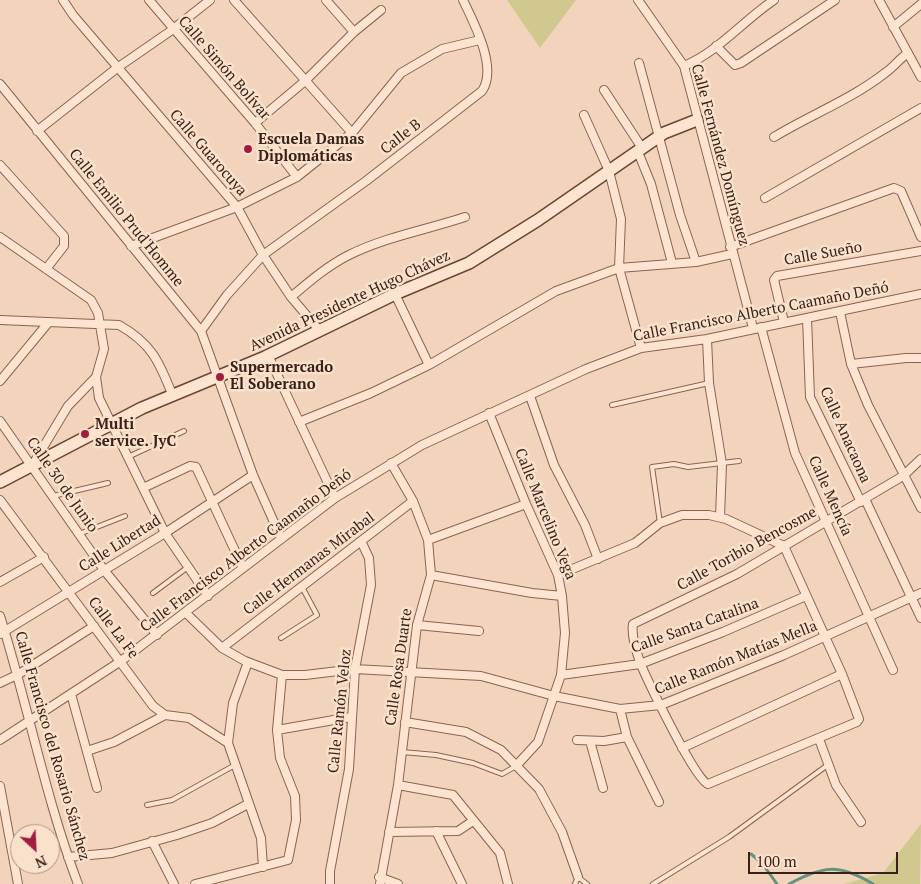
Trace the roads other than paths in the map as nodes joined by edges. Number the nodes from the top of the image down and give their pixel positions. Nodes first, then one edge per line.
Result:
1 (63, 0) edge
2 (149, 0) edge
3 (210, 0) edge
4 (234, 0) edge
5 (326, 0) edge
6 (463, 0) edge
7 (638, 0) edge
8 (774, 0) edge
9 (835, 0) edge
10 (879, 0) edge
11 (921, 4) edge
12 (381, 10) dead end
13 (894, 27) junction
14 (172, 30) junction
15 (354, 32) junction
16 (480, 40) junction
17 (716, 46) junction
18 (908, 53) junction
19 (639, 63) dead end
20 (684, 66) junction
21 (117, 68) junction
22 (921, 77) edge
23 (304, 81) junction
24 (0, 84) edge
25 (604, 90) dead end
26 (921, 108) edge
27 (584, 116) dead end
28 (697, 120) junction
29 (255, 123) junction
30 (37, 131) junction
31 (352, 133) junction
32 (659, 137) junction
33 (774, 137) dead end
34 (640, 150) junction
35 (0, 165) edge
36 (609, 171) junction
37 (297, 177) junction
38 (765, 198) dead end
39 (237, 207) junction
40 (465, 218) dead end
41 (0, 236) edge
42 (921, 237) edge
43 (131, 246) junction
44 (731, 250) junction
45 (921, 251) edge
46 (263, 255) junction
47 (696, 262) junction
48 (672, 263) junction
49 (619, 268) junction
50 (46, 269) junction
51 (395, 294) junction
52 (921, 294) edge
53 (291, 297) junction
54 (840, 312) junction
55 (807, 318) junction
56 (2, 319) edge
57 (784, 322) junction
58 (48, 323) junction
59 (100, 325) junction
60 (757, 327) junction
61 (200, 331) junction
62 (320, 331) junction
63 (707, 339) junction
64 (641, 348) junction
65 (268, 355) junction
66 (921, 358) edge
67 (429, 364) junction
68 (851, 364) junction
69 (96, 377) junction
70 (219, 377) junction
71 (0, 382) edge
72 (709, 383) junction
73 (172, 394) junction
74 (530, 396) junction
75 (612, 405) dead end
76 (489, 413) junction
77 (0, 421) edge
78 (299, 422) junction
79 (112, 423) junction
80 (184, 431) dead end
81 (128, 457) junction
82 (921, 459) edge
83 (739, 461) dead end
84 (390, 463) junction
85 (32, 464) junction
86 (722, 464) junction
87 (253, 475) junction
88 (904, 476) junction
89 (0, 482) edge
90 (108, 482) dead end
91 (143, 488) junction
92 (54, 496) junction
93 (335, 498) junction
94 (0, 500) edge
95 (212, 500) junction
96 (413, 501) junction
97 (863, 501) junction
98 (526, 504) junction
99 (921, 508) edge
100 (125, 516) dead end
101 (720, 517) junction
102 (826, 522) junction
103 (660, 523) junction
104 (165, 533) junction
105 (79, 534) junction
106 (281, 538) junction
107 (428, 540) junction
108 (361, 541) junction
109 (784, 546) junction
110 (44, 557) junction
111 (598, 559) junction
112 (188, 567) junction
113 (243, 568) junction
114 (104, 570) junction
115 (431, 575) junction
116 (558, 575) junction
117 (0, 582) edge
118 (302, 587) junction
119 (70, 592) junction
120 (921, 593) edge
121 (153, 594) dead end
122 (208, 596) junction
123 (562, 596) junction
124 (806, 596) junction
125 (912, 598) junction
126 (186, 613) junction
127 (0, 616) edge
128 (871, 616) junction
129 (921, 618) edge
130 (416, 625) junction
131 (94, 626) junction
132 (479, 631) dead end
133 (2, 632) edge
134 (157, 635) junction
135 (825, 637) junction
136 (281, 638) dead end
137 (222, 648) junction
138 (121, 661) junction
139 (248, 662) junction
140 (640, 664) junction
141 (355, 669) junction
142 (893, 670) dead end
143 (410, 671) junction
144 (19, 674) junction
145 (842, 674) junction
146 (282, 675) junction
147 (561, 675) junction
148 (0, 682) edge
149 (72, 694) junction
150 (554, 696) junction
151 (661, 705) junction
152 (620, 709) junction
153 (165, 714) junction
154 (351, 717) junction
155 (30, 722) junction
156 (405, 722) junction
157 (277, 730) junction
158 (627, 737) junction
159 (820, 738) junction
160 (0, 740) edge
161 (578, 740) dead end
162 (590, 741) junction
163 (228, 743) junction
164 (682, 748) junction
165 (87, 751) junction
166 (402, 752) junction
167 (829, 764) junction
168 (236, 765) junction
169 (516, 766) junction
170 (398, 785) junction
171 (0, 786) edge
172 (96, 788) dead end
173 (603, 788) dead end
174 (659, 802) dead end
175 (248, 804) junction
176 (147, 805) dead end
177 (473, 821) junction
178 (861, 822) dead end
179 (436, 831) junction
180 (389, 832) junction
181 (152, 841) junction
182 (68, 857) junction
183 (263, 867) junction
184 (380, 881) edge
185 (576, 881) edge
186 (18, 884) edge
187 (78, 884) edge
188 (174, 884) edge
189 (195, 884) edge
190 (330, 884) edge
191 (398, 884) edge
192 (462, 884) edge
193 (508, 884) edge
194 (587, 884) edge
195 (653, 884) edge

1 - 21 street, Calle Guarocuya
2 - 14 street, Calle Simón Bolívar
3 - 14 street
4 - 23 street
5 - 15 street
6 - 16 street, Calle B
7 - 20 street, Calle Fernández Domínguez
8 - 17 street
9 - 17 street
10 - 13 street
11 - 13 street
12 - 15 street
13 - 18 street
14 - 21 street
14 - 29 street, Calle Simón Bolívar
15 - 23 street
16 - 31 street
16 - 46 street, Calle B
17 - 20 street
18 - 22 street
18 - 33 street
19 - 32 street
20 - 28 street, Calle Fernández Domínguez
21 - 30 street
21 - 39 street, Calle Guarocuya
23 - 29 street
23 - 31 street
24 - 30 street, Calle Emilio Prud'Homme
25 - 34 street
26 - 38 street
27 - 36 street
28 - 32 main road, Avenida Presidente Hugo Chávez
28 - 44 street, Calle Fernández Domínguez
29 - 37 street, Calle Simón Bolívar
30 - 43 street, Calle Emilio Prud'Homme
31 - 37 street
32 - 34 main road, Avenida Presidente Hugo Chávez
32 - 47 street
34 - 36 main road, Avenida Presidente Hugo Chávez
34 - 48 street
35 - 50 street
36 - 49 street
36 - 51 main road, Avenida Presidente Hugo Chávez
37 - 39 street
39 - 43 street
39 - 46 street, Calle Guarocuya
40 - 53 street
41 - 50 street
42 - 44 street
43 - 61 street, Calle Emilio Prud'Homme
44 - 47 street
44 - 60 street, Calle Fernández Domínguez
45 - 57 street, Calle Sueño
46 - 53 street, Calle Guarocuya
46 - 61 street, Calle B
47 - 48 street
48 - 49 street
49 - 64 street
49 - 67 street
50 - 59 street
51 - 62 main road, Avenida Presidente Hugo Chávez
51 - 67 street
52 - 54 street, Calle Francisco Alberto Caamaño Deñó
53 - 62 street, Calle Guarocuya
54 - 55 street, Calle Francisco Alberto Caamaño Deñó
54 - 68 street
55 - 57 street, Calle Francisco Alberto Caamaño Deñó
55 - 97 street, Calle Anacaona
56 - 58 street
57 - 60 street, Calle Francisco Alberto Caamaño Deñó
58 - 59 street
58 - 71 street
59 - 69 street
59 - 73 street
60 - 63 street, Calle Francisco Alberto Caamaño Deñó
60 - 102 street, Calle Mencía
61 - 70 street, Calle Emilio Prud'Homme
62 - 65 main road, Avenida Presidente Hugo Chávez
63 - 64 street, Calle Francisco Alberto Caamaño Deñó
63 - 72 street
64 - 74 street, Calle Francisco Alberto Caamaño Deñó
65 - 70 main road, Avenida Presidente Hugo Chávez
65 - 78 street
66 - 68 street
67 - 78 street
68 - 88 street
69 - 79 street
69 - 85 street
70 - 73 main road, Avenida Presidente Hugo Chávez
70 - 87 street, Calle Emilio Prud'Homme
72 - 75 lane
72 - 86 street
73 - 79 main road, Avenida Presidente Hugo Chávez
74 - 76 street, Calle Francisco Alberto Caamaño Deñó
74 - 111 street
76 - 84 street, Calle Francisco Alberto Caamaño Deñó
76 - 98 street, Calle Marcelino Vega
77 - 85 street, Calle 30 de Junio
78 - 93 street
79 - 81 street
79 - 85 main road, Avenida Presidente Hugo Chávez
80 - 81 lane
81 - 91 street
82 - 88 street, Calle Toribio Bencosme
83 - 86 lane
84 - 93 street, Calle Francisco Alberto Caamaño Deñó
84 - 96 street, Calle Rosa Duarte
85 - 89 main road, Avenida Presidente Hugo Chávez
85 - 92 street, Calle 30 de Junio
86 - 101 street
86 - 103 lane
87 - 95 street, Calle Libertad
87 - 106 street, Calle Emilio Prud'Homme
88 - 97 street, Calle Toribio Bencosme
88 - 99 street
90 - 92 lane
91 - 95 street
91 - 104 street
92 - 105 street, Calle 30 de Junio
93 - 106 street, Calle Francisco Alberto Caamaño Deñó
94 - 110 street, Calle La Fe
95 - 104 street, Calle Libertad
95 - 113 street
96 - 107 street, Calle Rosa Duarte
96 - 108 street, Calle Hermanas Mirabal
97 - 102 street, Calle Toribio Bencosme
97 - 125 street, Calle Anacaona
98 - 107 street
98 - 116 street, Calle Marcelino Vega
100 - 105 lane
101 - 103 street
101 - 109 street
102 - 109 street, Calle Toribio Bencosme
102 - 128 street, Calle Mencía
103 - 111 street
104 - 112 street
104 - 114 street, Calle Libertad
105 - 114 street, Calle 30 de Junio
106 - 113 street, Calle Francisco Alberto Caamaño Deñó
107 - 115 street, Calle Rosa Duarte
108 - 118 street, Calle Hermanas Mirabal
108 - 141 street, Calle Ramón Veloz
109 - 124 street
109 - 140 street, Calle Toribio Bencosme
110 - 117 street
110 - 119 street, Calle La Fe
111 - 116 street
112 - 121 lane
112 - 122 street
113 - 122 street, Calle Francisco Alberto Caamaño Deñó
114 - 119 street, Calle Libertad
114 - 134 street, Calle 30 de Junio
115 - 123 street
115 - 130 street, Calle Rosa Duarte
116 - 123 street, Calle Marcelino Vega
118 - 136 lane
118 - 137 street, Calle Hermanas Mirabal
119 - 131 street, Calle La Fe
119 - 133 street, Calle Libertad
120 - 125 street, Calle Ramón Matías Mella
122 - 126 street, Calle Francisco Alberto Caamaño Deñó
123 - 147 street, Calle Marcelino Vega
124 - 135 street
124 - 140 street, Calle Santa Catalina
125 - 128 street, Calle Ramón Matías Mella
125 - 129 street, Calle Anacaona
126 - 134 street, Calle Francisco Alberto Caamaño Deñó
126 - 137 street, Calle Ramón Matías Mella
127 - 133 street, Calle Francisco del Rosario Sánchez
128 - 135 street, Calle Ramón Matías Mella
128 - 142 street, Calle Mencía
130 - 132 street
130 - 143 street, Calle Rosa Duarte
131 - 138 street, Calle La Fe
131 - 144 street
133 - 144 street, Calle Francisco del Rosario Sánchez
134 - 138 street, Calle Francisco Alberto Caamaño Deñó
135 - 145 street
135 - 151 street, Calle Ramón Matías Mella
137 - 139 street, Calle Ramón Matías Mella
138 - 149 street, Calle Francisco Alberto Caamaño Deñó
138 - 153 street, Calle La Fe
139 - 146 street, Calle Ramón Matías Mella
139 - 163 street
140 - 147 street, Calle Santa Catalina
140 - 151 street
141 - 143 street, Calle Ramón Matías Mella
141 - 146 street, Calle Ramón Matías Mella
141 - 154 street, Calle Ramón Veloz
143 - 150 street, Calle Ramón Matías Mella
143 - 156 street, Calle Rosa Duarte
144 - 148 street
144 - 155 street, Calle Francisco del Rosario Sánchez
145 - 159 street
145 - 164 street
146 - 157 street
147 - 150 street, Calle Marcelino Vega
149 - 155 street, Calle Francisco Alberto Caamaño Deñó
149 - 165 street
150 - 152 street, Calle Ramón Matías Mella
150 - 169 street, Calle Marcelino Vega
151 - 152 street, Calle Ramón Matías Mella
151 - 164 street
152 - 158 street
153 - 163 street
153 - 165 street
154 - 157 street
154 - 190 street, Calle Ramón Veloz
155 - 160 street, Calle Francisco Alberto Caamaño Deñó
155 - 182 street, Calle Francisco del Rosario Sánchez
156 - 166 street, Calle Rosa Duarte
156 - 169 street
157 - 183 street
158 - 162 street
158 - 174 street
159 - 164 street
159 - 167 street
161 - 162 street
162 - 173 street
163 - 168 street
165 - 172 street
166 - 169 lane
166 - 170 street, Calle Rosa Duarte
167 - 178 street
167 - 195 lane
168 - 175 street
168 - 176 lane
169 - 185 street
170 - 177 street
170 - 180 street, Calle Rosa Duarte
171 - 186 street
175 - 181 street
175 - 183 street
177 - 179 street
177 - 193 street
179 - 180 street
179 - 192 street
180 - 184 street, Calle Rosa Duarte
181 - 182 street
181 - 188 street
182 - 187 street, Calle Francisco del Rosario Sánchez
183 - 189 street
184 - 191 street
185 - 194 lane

================================

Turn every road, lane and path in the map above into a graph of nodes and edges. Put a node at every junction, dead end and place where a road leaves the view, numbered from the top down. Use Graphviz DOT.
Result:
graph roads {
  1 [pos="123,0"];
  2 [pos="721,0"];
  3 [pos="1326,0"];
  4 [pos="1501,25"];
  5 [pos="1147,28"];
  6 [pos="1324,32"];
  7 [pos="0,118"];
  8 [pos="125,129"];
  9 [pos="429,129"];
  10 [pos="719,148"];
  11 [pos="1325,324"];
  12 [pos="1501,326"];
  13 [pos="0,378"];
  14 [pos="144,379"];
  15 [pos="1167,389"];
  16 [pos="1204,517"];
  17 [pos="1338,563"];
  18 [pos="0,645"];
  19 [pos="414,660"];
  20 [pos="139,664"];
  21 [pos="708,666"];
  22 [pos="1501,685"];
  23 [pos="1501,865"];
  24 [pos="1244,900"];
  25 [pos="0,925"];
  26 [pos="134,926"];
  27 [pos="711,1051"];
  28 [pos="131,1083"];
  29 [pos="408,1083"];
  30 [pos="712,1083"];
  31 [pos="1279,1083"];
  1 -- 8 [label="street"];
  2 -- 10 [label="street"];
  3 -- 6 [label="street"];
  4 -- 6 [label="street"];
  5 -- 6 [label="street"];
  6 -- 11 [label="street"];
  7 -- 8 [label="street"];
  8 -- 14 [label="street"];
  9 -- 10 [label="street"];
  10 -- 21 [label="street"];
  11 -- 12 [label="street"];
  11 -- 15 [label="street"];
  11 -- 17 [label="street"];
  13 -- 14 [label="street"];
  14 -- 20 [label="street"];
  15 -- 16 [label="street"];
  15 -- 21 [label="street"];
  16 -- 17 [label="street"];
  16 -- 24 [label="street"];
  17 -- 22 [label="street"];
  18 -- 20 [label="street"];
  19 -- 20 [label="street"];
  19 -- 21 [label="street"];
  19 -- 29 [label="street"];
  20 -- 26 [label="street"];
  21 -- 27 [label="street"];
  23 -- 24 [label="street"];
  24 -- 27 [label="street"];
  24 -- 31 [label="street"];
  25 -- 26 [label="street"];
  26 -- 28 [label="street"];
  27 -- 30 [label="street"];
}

================================

> WHAT YOU ARE ASKED TO DO
Copy out every line of the material above that mentions the word "Mirabal".

> RESPONSE BELOW
96 - 108 street, Calle Hermanas Mirabal
108 - 118 street, Calle Hermanas Mirabal
118 - 137 street, Calle Hermanas Mirabal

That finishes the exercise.